Words such as “expect,” “estimate,” “project,” “budget,” “forecast,” “anticipate,”
“intend,” “plan,” “may,” “will,” “could,” “should,” “believes,”
“predicts,” “potential,” “continue,” and similar expressions are intended to identify such forward-looking
statements. These forward-looking statements include, without limitation, GreenVision’s and Helbiz’s expectations with respect
to future performance and anticipated financial impacts of the Business Combination, the satisfaction of the closing conditions to the
Business Combination and the timing of the completion of the Business Combination. These forward-looking statements involve significant
risks and uncertainties that could cause the actual results to differ materially from the expected results. Most of these factors are
outside GreenVision’s and Helbiz’s control and are difficult to predict. Factors that may cause such differences include,
but are not limited to: (1) the occurrence of any event, change or other circumstances that could give rise to the termination of the
Merger Agreement or could otherwise cause the Business Combination to fail to close; (2) the outcome of any legal proceedings that may
be instituted against GreenVision or Helbiz following the announcement of the Merger Agreement and the Business Combination; (3) the
inability to complete the Business Combination, including due to failure to obtain approval of the stockholders of GreenVision or other
conditions to closing in the Merger Agreement; (4) the receipt of an unsolicited offer from another party for an alternative business
transaction that could interfere with the Business Combination; (5) the inability to obtain the listing of the common stock of the post-acquisition
company on the Nasdaq Stock Market or any alternative national securities exchange following the Business Combination; (6) the risk that
the announcement and consummation of the Business Combination disrupts current plans and operations; (7) the ability to recognize the
anticipated benefits of the Business Combination, which may be affected by, among other things, competition, the ability of the combined
company to grow and manage growth profitably and retain its key employees; (8) costs related to the Business Combination; (9) changes
in applicable laws or regulations; (10) the possibility that Helbiz may be adversely affected by other economic, business, and/or competitive
factors; (11) the impact of COVID-19 on the combined company’s business; and (12) other risks and uncertainties indicated from
time to time in the proxy statement to be filed relating to the Business Combination, including those under “Risk Factors”
therein, and in GreenVision’s other filings with the SEC. Some of these risks and uncertainties may in the future be amplified
by the COVID-19 outbreak and there may be additional risks that GreenVision considers immaterial or which are unknown. GreenVision cautions
that the foregoing list of factors is not exclusive. GreenVision cautions readers not to place undue reliance upon any forward-looking
statements, which speak only as of the date made.

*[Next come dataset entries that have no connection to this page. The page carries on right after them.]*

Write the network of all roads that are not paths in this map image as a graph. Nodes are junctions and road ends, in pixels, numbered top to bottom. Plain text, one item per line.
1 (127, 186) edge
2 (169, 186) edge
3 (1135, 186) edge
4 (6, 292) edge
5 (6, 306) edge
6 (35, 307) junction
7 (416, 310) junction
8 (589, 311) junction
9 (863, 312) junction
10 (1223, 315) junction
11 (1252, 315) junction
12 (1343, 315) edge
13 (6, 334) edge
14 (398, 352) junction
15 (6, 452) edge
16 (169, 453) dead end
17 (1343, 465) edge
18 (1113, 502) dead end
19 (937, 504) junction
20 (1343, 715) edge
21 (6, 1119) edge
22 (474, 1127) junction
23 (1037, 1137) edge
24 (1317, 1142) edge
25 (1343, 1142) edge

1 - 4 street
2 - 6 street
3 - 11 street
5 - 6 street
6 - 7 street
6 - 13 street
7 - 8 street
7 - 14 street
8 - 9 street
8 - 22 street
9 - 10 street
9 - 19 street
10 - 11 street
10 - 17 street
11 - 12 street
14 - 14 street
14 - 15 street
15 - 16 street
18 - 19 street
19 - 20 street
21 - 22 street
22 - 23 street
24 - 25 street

GreenVision does not undertake or accept any obligation or undertaking to release publicly
any updates or revisions to any forward-looking statements to reflect any change in its expectations or any change in events, conditions
or circumstances on which any such statement is based.
No
Offer or Solicitation
This
Current Report on Form 8-K shall not constitute a solicitation of a proxy, consent or authorization with respect to any securities or
in respect of the Business Combination. This Current Report on Form 8-K shall also not constitute an offer to sell or the solicitation
of an offer to buy any securities, nor shall there be any sale of securities in any states or jurisdictions in which such offer, solicitation
or sale would be unlawful prior to registration or qualification under the securities laws of any such jurisdiction. No offering of securities
shall be made except by means of a prospectus meeting the requirements of Section 10 of the Securities Act, or an exemption therefrom.